Vanuatu Indigenous Land Defense Desk

Defending Indigenous land rights and traditional knowledge in the Pacific

Vanuatu Indigenous Land Defense Desk (VILDD) is a community based organization which was founded in 2006 to defend Indigenous territories, culture, and traditional knowledge. VILDD works closely with other grassroots networks and allies like Indigenous chiefs and clans, the Presbyterian Church of Vanuatu, and schools. Its program areas include defense of Indigenous lands and territories, defense of traditional knowledge, women’s leadership development, food sovereignty and climate justice.

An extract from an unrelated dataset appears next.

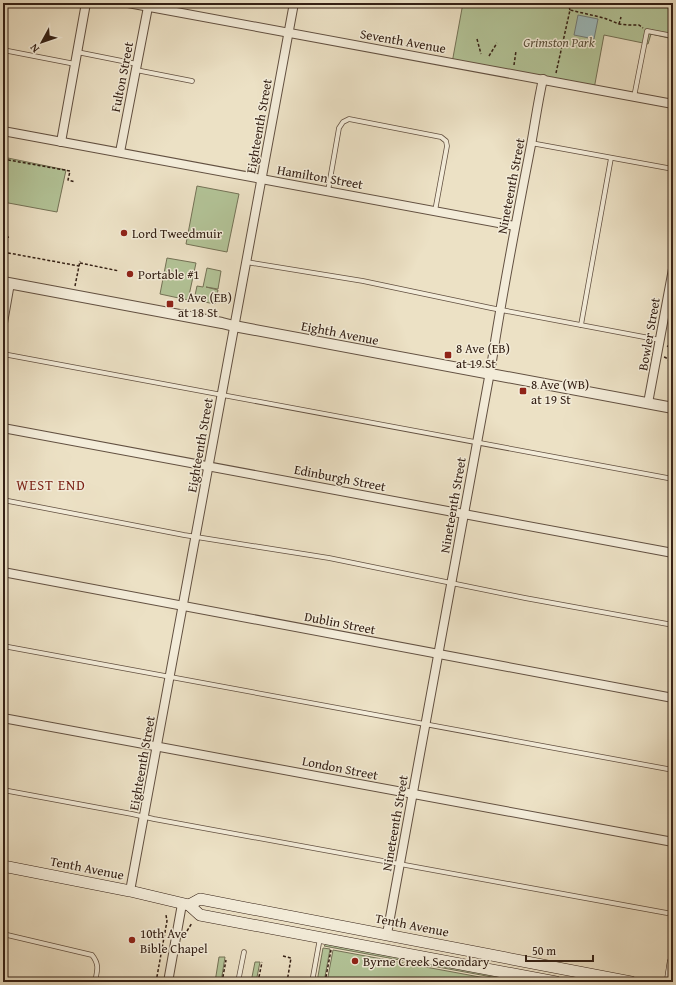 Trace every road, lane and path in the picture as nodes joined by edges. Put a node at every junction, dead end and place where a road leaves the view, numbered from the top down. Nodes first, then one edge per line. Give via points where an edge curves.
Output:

VILDD is currently working on:

1. Defense of land and territories: VILDD’s key focus is to promote Traditional Resource Management (TRM) model, which refers to their Indigenous land/marine tenure system. They have been fighting against any attempts from the state to control land via western models of land tenure which aim to privatize and register individual land titles. The state has frequently grabbed lands without permission from Indigenous communities. VILDD works closely with local chiefs and clans to mobilize communities against land grabs and extractive projects. VILDD has been defending the TRM against western models of conservation, including progressive models like the Community Conserved Areas (CCAs), which have been widely supported by Indigenous communities in other parts of the world. VILDD believes that CCAs lead to a demarcation and institutionalization of the territory bringing it under the ambit of the state rather than sitting under community governance.

2. Hosting regional connections: VILDD is the host of the main regional formation defending indigenous territorial rights in Melanesia called the Melanesian Indigenous Land Defense Alliance (MILDA). MILDA brings together groups from Vanuatu, Fiji, Solomon Islands, Papua New Guinea, New Caledonia, and Bougainville. MILDA has been participating in several international and regional networks and policy spaces like the UNFCCC.

3. Food sovereignty: VILDD has been conducting slow food campaigns in universities and schools. They have succeeded in shifting school meals towards Indigenous foods and included political education within the curriculum to valorize Indigenous culture and food.

4. Traditional knowledge: VILDD stresses on the importance of traditional knowledge held by communities to the conservation of their territories and as a source of livelihood. VILDD organizes several festivals and bio cultural activities related to the revival of traditional knowledge – these include workshops on canoe making, local weaving using traditional plants, architecture using local materials, and many others.